Let me start by providing a simplified view of our manual process:
- Define the attack surface. Find all of the urls we want to attack (use the tool's crawler, and then add any additional orphaned urls).
- Modify the settings to filter out some of the common security vulnerabilities that we know are not issues with our product to reduce the noise.
- Run the tool and get back a ton of warnings/errors
- Go through the warnings/errors as time allows to determine if there are actual security bugs or not.
The main problems I see with security testing automation are:
- Each set of penetration tests has multiple actual tests (thousands of them) that it performs and are not logged as individual tests, so I get multiple pass/fail/warning for each "test". It is hard to push these results into our existing reporting infrastructure.
- The results from one set of tests can produce multiple informational messages/warnings/errors that are weighted by severity as well as likelihood of being an actual error.
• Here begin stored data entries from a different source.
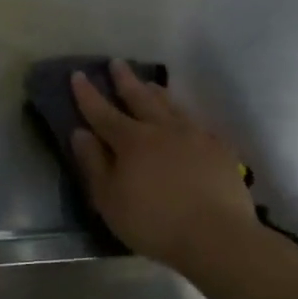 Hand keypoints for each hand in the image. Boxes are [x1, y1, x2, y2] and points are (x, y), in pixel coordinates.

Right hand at [70, 61, 257, 268]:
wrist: (217, 236)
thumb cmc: (153, 222)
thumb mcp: (109, 199)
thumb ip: (93, 163)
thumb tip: (80, 132)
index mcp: (131, 141)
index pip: (102, 112)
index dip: (88, 94)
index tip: (78, 75)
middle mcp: (162, 129)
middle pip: (140, 98)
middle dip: (125, 80)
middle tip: (116, 62)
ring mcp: (195, 136)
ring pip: (171, 106)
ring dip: (156, 92)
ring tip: (149, 83)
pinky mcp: (219, 150)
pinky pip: (196, 123)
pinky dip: (184, 116)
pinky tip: (185, 120) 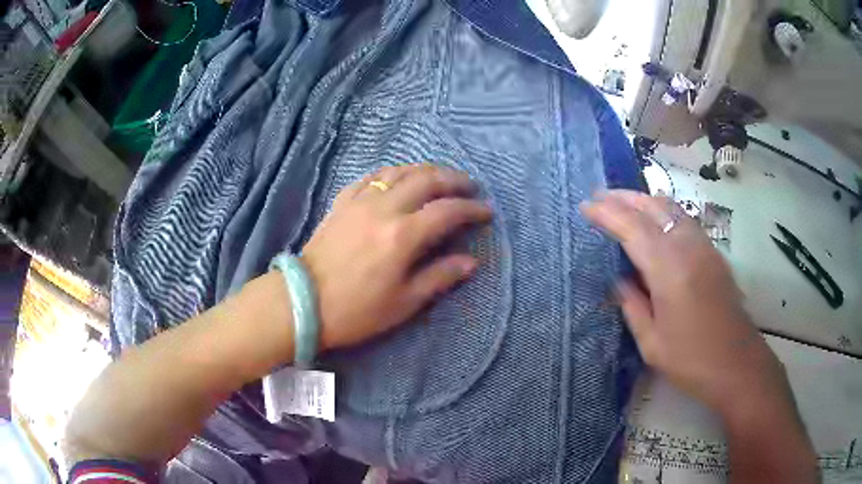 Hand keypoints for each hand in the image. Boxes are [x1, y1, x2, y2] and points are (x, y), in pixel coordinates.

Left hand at [302, 164, 492, 350]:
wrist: (303, 302)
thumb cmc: (355, 310)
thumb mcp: (404, 302)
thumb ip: (439, 277)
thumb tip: (470, 262)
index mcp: (403, 235)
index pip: (447, 211)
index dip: (471, 209)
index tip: (486, 212)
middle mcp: (384, 208)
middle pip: (427, 179)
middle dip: (454, 179)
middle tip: (469, 187)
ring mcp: (360, 201)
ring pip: (400, 171)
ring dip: (426, 170)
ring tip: (441, 178)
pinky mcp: (343, 202)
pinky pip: (371, 176)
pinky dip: (393, 172)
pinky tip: (399, 178)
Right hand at [580, 190, 786, 414]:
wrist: (738, 364)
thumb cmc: (692, 361)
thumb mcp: (652, 344)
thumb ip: (632, 306)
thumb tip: (619, 281)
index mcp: (669, 271)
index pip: (632, 228)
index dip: (607, 213)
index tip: (585, 206)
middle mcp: (688, 248)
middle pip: (653, 206)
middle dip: (624, 197)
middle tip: (600, 196)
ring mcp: (704, 247)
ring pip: (672, 208)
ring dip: (644, 200)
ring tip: (623, 203)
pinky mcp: (713, 253)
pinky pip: (684, 219)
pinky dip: (663, 211)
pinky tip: (655, 222) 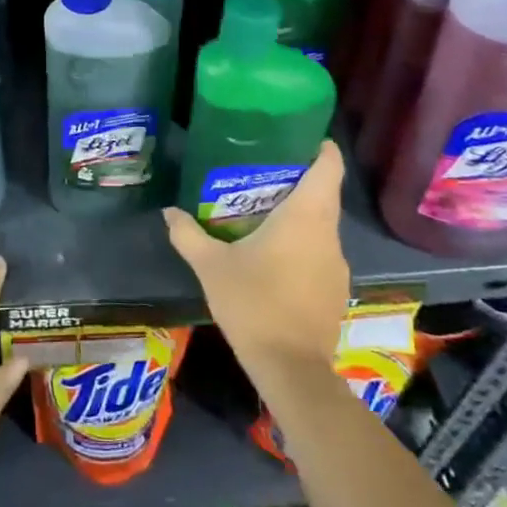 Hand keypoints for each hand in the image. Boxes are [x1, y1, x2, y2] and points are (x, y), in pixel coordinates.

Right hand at [163, 140, 348, 385]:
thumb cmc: (253, 304)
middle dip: (298, 179)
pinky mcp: (335, 289)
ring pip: (322, 225)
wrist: (291, 370)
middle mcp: (329, 234)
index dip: (319, 147)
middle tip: (262, 171)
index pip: (329, 167)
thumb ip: (188, 235)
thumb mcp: (211, 267)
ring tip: (263, 211)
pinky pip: (321, 251)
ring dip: (299, 214)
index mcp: (306, 217)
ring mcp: (337, 264)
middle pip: (324, 193)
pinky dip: (302, 244)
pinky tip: (275, 256)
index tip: (299, 137)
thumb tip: (169, 211) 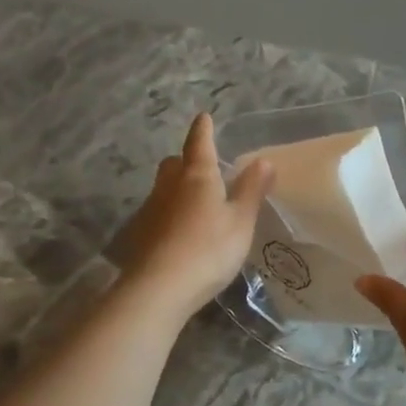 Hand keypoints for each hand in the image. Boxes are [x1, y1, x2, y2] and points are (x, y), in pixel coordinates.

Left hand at [117, 114, 273, 319]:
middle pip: (174, 163)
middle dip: (186, 160)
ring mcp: (151, 210)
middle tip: (202, 167)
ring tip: (196, 202)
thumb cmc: (209, 249)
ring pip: (164, 188)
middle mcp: (170, 186)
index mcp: (198, 177)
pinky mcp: (141, 234)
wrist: (160, 288)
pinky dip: (170, 213)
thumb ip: (251, 190)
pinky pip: (158, 212)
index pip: (199, 144)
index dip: (203, 130)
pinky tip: (181, 231)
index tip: (204, 117)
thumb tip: (263, 160)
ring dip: (177, 188)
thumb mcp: (241, 221) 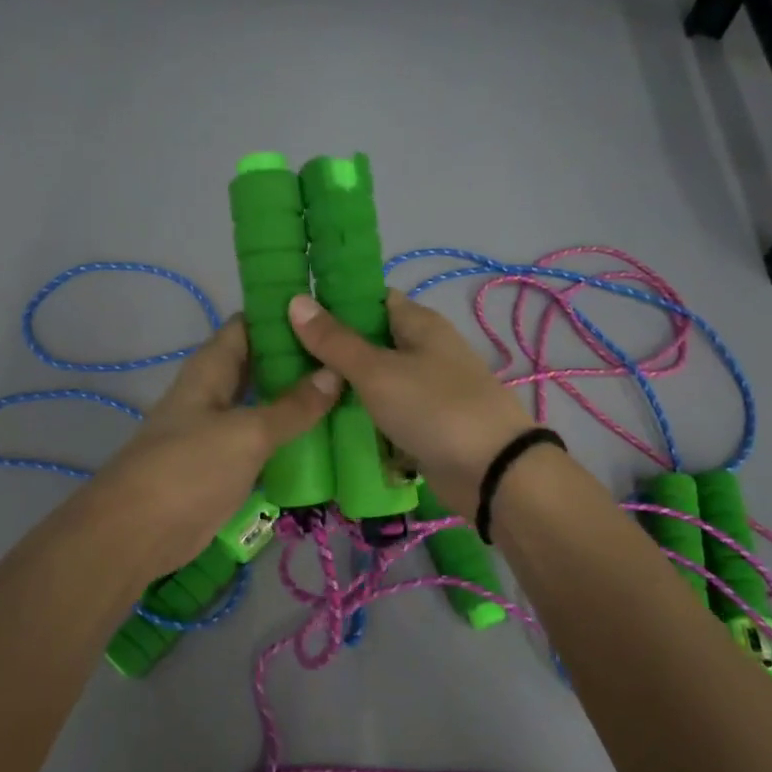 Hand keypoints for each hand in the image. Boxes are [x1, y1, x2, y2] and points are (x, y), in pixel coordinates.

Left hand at [88, 317, 342, 575]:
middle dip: (300, 359)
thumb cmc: (189, 468)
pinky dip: (291, 437)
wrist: (139, 532)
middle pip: (260, 364)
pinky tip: (328, 437)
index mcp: (211, 369)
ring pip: (265, 404)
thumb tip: (335, 373)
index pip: (248, 325)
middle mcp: (215, 392)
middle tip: (355, 354)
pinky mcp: (227, 465)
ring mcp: (220, 430)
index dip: (284, 315)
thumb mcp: (247, 433)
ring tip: (353, 390)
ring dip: (300, 400)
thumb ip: (292, 407)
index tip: (332, 310)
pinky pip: (264, 441)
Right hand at [287, 290, 534, 513]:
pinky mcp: (421, 424)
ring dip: (339, 386)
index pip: (370, 298)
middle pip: (367, 341)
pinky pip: (381, 412)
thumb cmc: (434, 408)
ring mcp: (423, 390)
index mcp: (418, 323)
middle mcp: (422, 351)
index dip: (333, 300)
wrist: (493, 472)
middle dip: (328, 348)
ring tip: (289, 388)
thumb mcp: (377, 371)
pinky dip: (358, 416)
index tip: (290, 310)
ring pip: (372, 380)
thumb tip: (296, 300)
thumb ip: (335, 341)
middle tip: (278, 355)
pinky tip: (321, 422)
Going through those results is a time consuming manual process and since the results are "squishy" it is difficult to translate to a pass/fail.
- Once I investigate a failure and determine it is not an actual bug, I can filter out similar failures for future runs, but I may end up having a different but similar issue in a later build that actually is a security bug that because of my filtering I no longer get an error.
Has anyone successfully automated some or all of this process? I believe that there are some pieces we could automate or maybe use our tool more intelligently, but at the end of the day I don't see a way around a pretty intensive manual process of sifting through the results. I would love to be proven wrong if anyone has had success in automating this process, or reducing the amount of manual labor involved.